I am always trying to let go of the past, move on, yet I "log in", reach into the new past and then...it's ever-present again. Not everyone is listed neatly on my page under a liftime of friends. Some people are missing. Facebook rings the bell of wonder and makes me feel like I can fix or find or fathom.
I cannot reach back into my past selectively without gathering all of it. That's where it gets uneasy. Perhaps this 41 year old who's re-living, re-connecting and re-absorbing should also be resolving, relaxing and unplugging.
5/21/09
A friend just told us of the sudden passing of their dog Printz. He was a sprightly and sweet little buddy. I feel so sad for them. Many of us have holes in our hearts from loosing these particular friends. With each one we loose, we realize how these relationships are so distinct and individual. Of course, this is a subject I can go on and on about and I can safely say 97% of the people I know who love their animals, would prefer not to linger on the subject. I get that.

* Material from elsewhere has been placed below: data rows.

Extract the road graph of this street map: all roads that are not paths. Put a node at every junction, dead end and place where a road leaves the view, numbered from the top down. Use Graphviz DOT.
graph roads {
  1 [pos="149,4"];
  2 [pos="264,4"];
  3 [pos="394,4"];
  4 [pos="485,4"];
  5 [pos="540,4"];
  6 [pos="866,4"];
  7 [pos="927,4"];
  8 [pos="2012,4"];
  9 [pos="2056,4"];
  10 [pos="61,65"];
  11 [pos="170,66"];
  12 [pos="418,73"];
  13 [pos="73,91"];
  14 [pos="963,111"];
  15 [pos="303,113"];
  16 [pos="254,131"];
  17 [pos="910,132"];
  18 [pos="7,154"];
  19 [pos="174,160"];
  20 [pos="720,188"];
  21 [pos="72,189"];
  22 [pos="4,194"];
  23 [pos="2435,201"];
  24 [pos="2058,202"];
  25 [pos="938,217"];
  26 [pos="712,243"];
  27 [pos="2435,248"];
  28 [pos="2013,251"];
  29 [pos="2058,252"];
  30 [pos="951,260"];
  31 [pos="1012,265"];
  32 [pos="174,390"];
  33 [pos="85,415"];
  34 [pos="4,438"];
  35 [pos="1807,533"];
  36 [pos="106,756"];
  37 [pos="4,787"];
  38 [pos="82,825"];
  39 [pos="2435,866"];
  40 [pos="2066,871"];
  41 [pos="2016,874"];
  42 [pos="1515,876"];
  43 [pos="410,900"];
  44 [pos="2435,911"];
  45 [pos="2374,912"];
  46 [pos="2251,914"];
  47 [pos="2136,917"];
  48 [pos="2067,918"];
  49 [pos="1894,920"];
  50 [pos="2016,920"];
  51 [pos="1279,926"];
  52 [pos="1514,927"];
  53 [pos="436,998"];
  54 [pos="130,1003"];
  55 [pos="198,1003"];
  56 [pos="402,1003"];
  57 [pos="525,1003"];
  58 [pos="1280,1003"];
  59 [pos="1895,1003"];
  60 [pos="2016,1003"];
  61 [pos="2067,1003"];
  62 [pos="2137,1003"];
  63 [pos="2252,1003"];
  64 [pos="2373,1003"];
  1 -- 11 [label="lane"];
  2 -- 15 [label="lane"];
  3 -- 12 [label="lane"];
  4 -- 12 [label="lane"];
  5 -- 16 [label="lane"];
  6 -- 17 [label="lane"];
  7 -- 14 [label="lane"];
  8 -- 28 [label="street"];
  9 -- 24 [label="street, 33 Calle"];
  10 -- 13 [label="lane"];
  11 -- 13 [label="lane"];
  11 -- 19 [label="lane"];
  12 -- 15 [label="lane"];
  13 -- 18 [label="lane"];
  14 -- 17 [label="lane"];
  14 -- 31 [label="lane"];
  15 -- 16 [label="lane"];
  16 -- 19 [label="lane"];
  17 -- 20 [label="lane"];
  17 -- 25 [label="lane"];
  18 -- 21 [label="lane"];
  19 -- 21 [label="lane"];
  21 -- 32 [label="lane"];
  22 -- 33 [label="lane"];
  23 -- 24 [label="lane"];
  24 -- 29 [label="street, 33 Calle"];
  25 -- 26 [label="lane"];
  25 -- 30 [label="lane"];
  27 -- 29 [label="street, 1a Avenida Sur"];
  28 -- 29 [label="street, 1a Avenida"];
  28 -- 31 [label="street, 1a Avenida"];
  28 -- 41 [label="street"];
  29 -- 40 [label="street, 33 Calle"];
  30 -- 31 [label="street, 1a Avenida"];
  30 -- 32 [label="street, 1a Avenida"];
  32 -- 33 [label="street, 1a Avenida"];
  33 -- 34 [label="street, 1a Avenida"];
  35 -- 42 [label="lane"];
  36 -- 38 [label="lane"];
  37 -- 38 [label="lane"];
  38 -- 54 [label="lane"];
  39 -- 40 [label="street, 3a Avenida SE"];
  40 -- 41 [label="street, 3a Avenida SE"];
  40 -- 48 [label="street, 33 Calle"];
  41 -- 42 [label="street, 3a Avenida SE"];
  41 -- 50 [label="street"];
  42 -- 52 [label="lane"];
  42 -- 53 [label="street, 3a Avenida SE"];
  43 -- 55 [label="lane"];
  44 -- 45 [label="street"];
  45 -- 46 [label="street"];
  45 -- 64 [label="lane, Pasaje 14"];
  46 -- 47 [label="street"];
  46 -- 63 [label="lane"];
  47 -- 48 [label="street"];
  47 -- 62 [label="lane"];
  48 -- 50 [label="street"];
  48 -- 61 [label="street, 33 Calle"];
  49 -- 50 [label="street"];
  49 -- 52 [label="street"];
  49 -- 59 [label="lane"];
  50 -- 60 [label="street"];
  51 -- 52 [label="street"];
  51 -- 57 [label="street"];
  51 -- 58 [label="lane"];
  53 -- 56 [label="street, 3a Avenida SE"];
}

But where else to post a personal epiphany than on my fake blog? As I was emailing my thoughts to my friend it occured to me why I have these super special relationships with animals. Here's what I wrote:
"It's such a bitter reality but we owe them that (euthansia) because we love them and they give us so much...and we can't impose our ideas of longevity and future on them. That's how we humans operate but not the beasts...they could care less."
One thing I have learned about myself is, I do not have much of a concept of future or longevity. I am naturally in a time warp. I am naturally in the now and I spend a lot time trying to be in the future, because that's how humans should operate and it is like swimming upstream all time. Give me a biscuit and I am pretty happy. So that's my connection I think. Yes, I relate to the utter simplicity of my dogs and I admire their absence of guile. Don't tell anyone though...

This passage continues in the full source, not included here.